A promise to pay is verbal. It is the commitment a borrower makes during a collections interaction - a date, an amount, a channel. It sounds like intent expressed as action. In India, a promise to pay frequently exists without the conditions required to actually execute that promise - available funds, a cleared payment path, no competing obligation on that specific day.
Collections systems in India measure promises. What they need to measure is intent - and more importantly, the gap between intent and execution.
Understanding why Indian borrowers have high intent but inconsistent execution requires understanding how financial stress actually works from the inside.
Most borrowers in early-to-mid delinquency are not strategically defaulting. They are managing a cash flow problem in real time, often across multiple obligations simultaneously - rent, groceries, another loan, a family obligation, a medical expense. The EMI they owe you is one item in a mental list of things that need money they don’t have all at once.
When your agent calls, the borrower isn’t lying when they say Friday. They are telling you where you rank in their current mental prioritisation - which is high, because you are on the phone right now. But by Thursday, something else has moved to the top. Your EMI has slipped. Friday passes.
This isn’t malice. It is the psychology of financial stress operating in an environment of genuine scarcity. When everything is urgent, nothing stays urgent. The borrower meant Friday. Friday just lost.
Most collections scripts are designed around pressure - creating urgency, citing consequences, extracting commitment. This approach actively worsens the intent-to-execution gap in Indian loan recovery.
When a borrower is pressured into a commitment they are not certain they can keep, two things happen psychologically. First, they give you the commitment to end the pressure - not because they have thought it through. Second, they avoid the follow-up interaction because they know they didn’t keep it, and the shame of that avoidance compounds the delinquency.

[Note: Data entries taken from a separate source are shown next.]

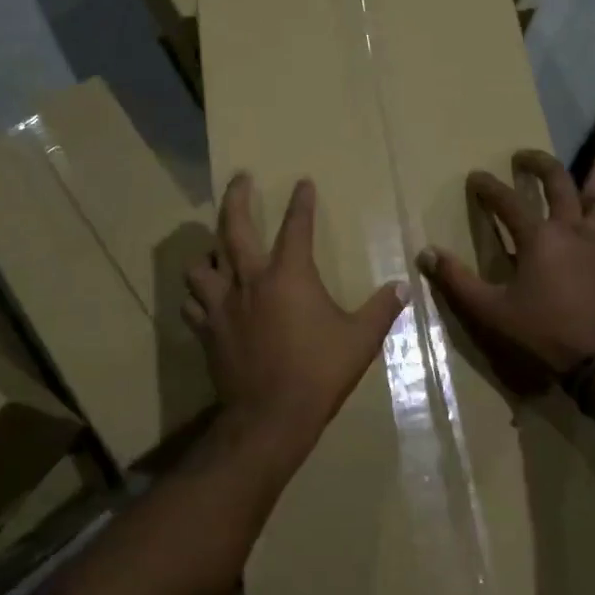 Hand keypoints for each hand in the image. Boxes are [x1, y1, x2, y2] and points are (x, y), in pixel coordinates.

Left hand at [184, 174, 407, 455]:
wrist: (271, 415)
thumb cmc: (320, 372)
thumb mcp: (361, 339)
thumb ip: (381, 309)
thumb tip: (402, 287)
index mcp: (289, 275)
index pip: (296, 226)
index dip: (301, 202)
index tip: (302, 183)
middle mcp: (250, 280)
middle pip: (234, 227)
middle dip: (237, 198)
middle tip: (240, 178)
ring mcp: (222, 304)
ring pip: (201, 264)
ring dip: (208, 251)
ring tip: (215, 248)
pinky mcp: (207, 330)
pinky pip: (192, 303)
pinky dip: (196, 294)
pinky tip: (202, 296)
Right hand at [418, 150, 594, 393]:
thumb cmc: (543, 334)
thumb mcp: (491, 311)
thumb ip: (457, 280)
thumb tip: (426, 254)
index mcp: (539, 237)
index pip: (507, 200)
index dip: (488, 186)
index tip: (476, 176)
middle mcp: (574, 228)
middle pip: (558, 180)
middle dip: (538, 163)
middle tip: (523, 157)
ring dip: (579, 190)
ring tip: (570, 195) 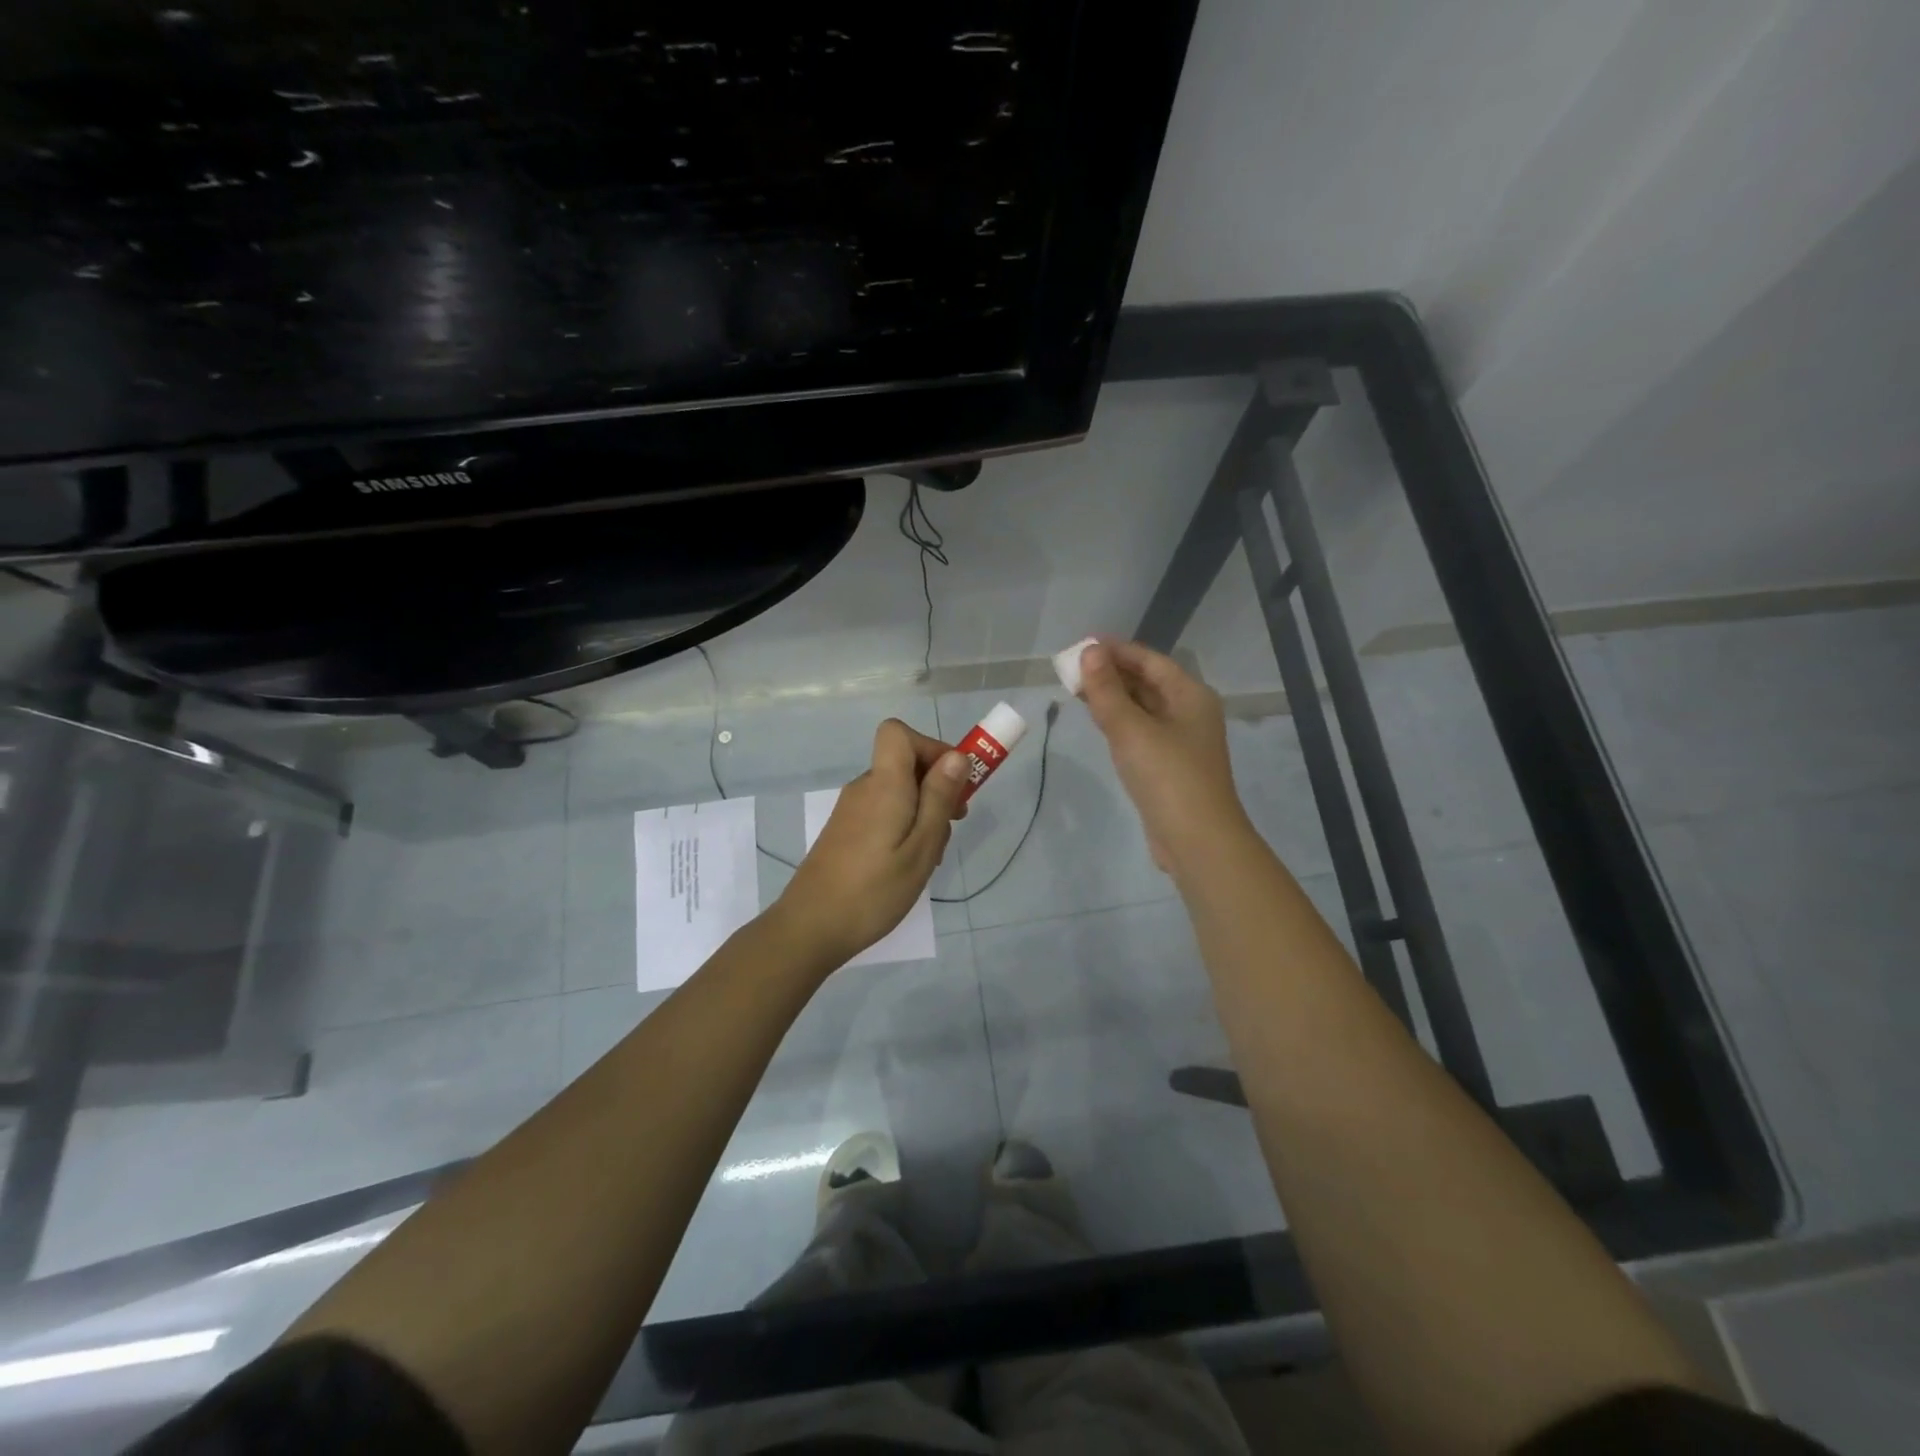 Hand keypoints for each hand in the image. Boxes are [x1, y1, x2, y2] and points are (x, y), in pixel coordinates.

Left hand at [773, 719, 970, 967]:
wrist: (811, 928)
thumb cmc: (874, 890)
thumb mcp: (921, 847)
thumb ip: (939, 798)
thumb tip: (956, 756)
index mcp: (883, 784)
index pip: (898, 733)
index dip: (930, 746)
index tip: (952, 781)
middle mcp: (864, 788)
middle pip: (903, 764)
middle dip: (936, 785)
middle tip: (953, 826)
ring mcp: (851, 810)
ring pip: (897, 792)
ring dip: (922, 812)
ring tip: (931, 856)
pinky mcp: (844, 831)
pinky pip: (882, 812)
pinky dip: (903, 826)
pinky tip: (907, 865)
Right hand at [1077, 638, 1250, 874]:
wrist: (1197, 840)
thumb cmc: (1167, 777)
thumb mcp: (1131, 729)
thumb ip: (1107, 690)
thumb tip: (1090, 653)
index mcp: (1190, 695)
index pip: (1149, 660)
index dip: (1115, 650)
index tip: (1081, 646)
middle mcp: (1189, 712)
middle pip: (1146, 681)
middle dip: (1110, 672)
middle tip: (1071, 669)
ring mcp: (1180, 740)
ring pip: (1142, 707)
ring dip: (1112, 696)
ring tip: (1076, 689)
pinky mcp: (1168, 765)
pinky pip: (1140, 731)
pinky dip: (1118, 721)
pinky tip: (1097, 720)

The collections call that produces a nervous yes and a Friday commitment has not moved the borrower closer to paying. It has moved them closer to screening your calls.

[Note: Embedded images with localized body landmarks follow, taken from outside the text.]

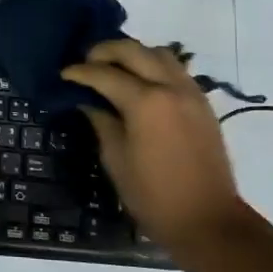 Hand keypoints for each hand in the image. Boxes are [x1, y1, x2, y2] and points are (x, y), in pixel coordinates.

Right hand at [61, 39, 247, 253]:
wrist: (208, 220)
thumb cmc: (154, 196)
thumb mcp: (116, 159)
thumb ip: (102, 122)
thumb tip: (89, 102)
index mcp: (145, 102)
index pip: (104, 74)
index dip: (80, 72)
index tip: (64, 74)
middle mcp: (169, 87)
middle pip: (133, 50)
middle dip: (105, 51)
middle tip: (86, 62)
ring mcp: (190, 92)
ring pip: (158, 52)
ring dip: (133, 53)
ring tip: (114, 67)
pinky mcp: (203, 102)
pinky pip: (175, 68)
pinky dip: (154, 65)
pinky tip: (141, 81) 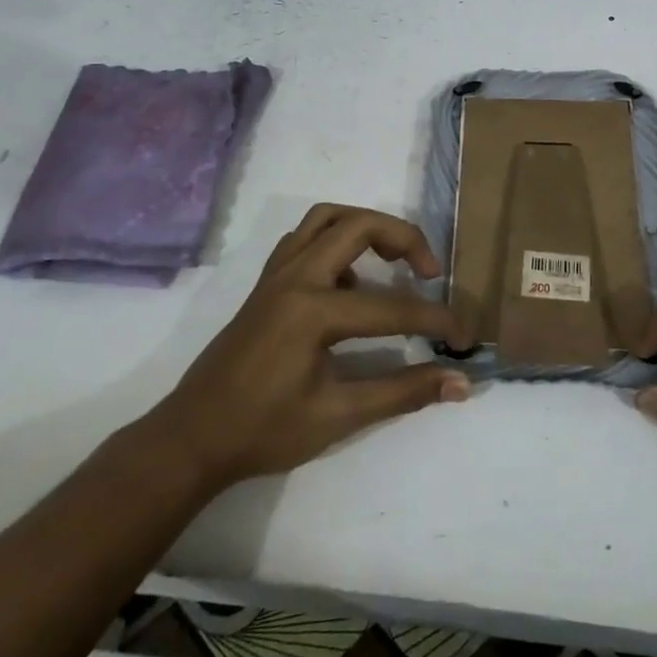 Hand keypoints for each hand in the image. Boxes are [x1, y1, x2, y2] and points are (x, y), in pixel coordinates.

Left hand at [139, 205, 467, 494]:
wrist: (192, 438)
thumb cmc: (263, 431)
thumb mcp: (338, 416)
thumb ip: (402, 393)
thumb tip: (460, 383)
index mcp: (313, 310)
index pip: (391, 306)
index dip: (435, 319)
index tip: (465, 335)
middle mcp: (295, 276)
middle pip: (359, 225)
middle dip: (404, 238)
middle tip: (430, 271)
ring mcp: (276, 273)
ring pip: (326, 217)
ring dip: (366, 226)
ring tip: (392, 259)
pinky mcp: (266, 281)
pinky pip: (304, 237)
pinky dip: (334, 239)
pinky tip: (348, 278) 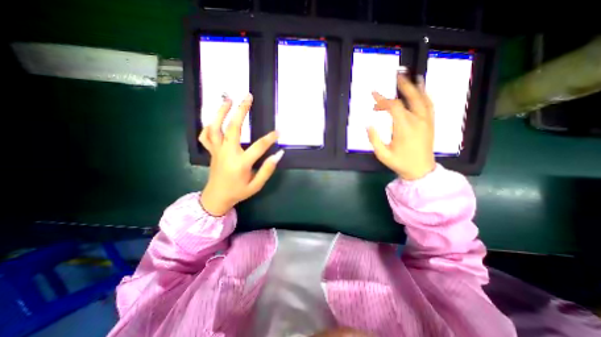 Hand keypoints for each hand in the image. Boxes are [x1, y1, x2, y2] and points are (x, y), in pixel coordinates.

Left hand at [198, 94, 282, 216]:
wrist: (216, 198)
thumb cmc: (238, 192)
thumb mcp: (256, 185)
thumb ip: (267, 169)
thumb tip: (279, 154)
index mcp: (240, 163)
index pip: (258, 147)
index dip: (270, 138)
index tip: (279, 131)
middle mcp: (227, 153)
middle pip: (233, 128)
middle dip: (241, 110)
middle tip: (248, 97)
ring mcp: (217, 151)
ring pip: (216, 127)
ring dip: (221, 111)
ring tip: (228, 99)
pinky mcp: (211, 151)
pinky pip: (205, 136)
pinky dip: (208, 125)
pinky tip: (215, 119)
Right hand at [367, 73, 437, 180]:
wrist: (421, 170)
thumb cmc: (400, 163)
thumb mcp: (382, 154)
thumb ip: (374, 139)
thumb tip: (368, 124)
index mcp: (404, 128)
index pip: (393, 107)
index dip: (382, 101)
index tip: (373, 97)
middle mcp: (417, 121)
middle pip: (410, 98)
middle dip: (402, 86)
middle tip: (396, 75)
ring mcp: (427, 121)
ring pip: (422, 99)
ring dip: (415, 86)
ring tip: (410, 76)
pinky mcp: (431, 123)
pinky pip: (430, 105)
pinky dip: (425, 95)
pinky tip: (422, 89)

Need A borrower with genuine intent to pay but poor execution doesn’t need pressure. They need a bridge.
Specifically, they need three things most NBFC collections systems don’t provide:
1. Clarity - a single, unambiguous understanding of exactly what they owe and what paying a portion right now actually does for their account
2. A low-friction path - a payment link, a UPI option, something they can act on in the thirty seconds after they decide to, before the moment passes
3. Permission to be partial - explicit reassurance that paying ₹2,000 of a ₹5,000 EMI today is meaningfully better than paying nothing
Most borrowers who intend to pay don’t pay because none of these three things are in place at the moment their intention peaks. The collection call creates the intention. The system fails to capture it.
The most effective NBFC collections operations are developing intent signals that go beyond the promise to pay. Borrowers who ask detailed questions about their outstanding balance tend to have high intent. Borrowers who open payment links - even without completing the payment - have measurable intent. Borrowers who respond to WhatsApp messages within minutes, even just to say they’ll call back, are signalling intent.
These signals are more predictive of actual payment than the promise to pay itself. A borrower who makes a commitment under pressure and then avoids follow-up calls has lower actual payment probability than a borrower who never made a formal commitment but has clicked the payment link twice.
The Indian collections industry needs to stop optimising for the promise and start optimising for the conditions under which intent becomes action. That is a fundamentally different design problem - and one most collections tech in India hasn’t caught up to yet.